- _TASK INPUT_
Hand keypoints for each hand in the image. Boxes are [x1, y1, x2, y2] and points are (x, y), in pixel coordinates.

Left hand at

--

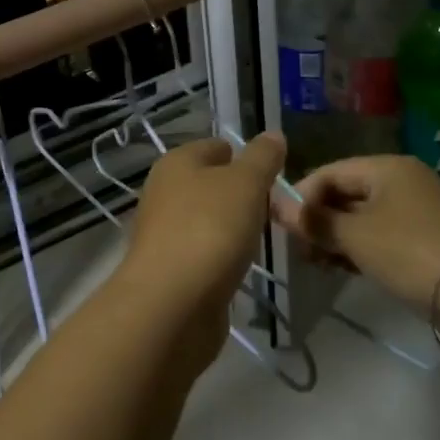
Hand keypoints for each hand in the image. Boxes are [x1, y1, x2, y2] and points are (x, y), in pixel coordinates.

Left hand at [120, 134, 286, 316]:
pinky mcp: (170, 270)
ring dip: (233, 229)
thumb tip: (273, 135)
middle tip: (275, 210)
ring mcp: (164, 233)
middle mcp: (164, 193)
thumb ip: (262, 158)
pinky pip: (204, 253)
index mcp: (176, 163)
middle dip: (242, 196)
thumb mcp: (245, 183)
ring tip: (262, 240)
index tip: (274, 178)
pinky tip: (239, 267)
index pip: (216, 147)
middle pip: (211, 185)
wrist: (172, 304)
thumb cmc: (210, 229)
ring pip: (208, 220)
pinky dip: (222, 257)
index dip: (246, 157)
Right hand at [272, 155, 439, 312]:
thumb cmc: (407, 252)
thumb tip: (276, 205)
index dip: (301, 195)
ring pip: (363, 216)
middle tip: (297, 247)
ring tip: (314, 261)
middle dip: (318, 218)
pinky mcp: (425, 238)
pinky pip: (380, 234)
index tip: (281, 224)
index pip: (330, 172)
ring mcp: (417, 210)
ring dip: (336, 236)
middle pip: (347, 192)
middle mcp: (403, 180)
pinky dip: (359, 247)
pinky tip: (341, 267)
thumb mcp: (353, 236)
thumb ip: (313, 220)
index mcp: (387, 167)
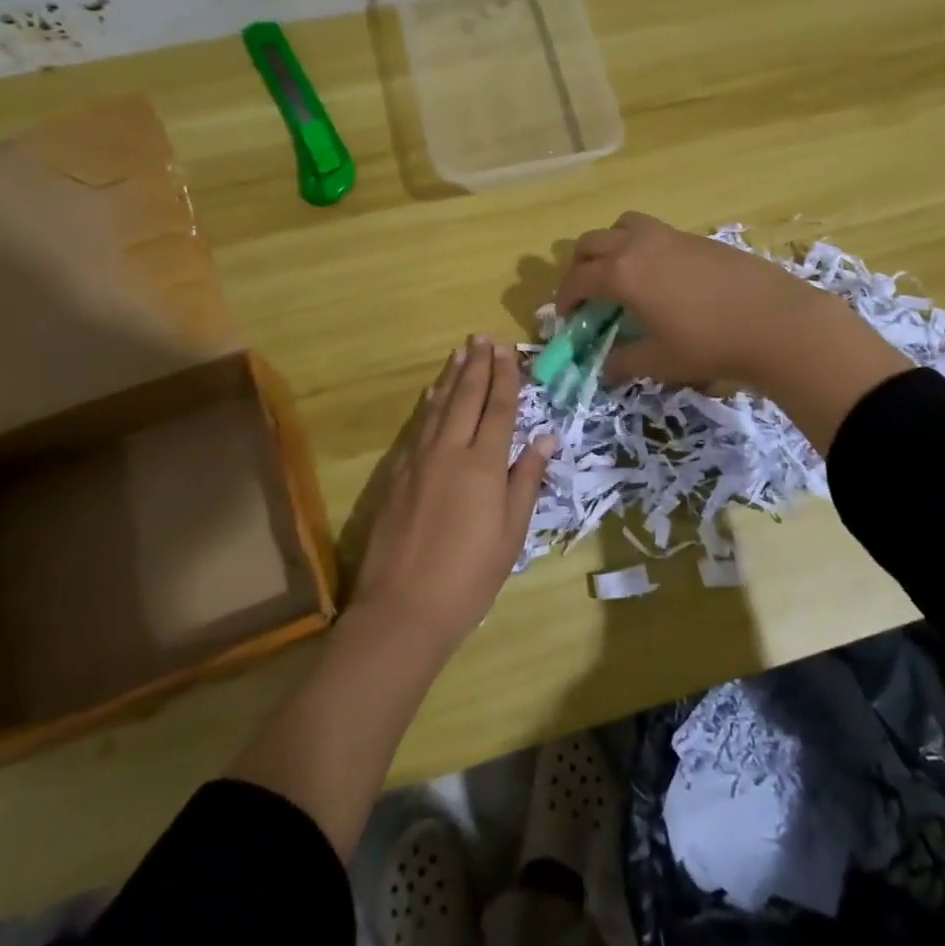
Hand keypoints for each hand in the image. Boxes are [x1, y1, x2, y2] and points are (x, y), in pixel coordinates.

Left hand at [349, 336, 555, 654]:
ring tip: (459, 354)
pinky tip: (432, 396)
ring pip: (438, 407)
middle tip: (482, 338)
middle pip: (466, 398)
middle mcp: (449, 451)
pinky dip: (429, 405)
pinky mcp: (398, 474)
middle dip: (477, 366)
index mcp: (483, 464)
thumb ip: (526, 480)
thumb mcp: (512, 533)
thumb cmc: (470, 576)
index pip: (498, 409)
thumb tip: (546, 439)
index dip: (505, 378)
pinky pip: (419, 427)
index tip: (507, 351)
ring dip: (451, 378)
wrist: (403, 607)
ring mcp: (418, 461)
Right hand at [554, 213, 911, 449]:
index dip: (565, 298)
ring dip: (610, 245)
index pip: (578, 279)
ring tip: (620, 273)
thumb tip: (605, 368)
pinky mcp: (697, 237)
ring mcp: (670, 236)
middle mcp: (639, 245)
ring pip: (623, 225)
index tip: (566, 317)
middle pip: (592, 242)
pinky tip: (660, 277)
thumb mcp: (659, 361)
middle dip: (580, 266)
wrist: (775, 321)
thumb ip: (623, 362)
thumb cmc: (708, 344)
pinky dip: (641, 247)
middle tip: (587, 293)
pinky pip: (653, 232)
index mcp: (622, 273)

- _WHAT THE EXERCISE ASKS_
For this exercise, please output exactly the lines above starting at the line with "thumb mcp: (659, 361)" and ending at the line with "index mcp: (622, 273)", ends included.

- _WRITTEN REPLY_
thumb mcp: (659, 361)
middle dip: (580, 266)
wrist: (775, 321)
thumb ip: (623, 362)
thumb cmc: (708, 344)
pinky dip: (641, 247)
middle tip: (587, 293)
pinky pip: (653, 232)
index mcp: (622, 273)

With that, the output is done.